1

We're using a file system/url safe variation of base64 encoding such that:

"=" replaced with ""  
"+" replaced with "-"  
"/" replaced with "_"  

We are now using Azure blob storage that does not allow use of "_" within container names.

We are base64 encoding a Guid. If I was to replace underscore with say a "0" am I at risk of collisions?

Update

Not sure why the downvote. But to clarify.

Why not just use a Guid?

  1. The Guid is the id of an entity within my application. Since the paths are public, I don't really like exposing the Id, hence why I'm encoding it.
  2. I want shorter and more friendly looking paths. Contrary to one of the comments below, the base 64 encoding is NOT longer:

    Guid: 5b263cdd-2bc2-485d-83d4-81b96930dc5a
    Base64 Encoded: 3TwmW8IrXUiD1IG5aTDcWg== (even shorter after removing ==)

(Another) Update

Seems there is some confusion about what it is I'm trying to achieve (so sorry about that). Heres the short version.
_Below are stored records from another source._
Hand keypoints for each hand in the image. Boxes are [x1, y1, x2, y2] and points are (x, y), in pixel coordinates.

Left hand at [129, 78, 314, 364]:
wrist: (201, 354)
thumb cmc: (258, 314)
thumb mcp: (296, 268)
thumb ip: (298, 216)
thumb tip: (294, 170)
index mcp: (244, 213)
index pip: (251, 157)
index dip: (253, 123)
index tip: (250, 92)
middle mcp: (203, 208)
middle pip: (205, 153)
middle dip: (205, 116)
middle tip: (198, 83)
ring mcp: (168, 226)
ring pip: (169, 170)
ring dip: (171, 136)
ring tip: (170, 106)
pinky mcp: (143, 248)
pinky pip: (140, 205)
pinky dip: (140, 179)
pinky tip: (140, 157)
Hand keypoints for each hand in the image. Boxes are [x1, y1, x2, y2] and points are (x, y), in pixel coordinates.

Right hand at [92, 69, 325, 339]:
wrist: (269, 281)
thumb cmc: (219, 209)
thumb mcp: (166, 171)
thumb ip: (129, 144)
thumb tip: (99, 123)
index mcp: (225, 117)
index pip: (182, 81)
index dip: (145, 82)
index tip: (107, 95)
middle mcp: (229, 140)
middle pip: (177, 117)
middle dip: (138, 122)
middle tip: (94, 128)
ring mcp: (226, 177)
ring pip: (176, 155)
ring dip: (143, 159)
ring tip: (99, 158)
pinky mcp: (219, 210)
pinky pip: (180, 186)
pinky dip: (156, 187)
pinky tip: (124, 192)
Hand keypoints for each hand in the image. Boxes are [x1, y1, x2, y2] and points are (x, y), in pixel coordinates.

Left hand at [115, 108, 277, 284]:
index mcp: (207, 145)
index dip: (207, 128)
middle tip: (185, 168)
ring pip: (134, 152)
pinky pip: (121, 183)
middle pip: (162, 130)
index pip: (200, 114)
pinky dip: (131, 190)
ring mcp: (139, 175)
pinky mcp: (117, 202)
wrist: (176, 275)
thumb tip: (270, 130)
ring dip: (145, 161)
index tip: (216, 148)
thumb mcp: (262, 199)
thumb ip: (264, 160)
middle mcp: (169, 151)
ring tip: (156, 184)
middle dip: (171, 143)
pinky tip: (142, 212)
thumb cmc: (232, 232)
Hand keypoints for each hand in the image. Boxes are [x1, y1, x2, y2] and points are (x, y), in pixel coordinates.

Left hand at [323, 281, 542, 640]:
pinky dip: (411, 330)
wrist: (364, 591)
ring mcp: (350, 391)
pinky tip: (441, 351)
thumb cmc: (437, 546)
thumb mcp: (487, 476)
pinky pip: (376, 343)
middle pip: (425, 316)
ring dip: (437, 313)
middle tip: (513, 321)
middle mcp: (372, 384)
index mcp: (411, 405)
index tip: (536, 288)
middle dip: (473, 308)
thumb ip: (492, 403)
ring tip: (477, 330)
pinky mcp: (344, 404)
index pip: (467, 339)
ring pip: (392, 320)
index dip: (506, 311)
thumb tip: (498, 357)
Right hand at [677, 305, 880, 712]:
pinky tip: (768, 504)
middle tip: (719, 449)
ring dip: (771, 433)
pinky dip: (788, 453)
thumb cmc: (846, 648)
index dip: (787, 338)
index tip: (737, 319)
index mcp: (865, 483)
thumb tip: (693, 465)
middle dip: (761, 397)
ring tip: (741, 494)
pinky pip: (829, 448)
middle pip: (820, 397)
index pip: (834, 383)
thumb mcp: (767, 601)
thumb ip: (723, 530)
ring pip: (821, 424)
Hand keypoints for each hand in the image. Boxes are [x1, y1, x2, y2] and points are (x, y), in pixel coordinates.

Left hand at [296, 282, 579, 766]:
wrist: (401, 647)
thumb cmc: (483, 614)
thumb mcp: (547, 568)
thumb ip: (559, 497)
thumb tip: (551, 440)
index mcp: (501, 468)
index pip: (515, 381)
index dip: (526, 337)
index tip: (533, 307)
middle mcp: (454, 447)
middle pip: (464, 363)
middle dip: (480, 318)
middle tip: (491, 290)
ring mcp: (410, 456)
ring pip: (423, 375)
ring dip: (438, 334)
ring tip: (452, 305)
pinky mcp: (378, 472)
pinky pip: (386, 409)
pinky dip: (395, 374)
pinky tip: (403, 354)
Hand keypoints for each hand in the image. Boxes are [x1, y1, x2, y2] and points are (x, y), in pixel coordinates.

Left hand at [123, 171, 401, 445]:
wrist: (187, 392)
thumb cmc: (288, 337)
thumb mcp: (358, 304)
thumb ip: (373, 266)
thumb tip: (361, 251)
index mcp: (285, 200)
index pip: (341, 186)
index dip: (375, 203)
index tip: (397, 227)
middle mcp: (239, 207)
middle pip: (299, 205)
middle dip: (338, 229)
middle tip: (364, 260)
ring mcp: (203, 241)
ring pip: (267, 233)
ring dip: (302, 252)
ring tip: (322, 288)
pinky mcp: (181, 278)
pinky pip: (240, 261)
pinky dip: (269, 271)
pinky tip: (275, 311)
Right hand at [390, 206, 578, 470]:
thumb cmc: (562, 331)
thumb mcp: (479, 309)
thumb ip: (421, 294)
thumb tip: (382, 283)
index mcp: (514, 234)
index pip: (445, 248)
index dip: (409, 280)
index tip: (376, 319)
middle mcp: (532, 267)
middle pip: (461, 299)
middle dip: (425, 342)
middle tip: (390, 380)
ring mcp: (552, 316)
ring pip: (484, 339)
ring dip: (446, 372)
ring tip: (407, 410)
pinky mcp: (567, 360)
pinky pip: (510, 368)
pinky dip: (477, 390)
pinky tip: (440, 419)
  • I have a Guid that represents an entity in my application.
  • I need to create a publicly accessible directory for the entity (via a Url).
  • I don't want to use the Guid as the directory name, for the reasons above.
  • I asked previously on SO about how I could generate a friendlier looking Url that guaranteed uniqueness and did not expose the original Guid. The suggestion was Base64 encoding.
  • This has worked fine until recently when we needed to use Azure blob storage, which does not allow underscores "_" in it's directory (Container) names.

This is where I'm at.

Ben Foster
  • 33,525
  • 36
  • 167
  • 284

4 Answers4

7

Just "encode" the GUID in base16. The only characters it uses are 0123456789ABCDEF which should be safe for most purposes.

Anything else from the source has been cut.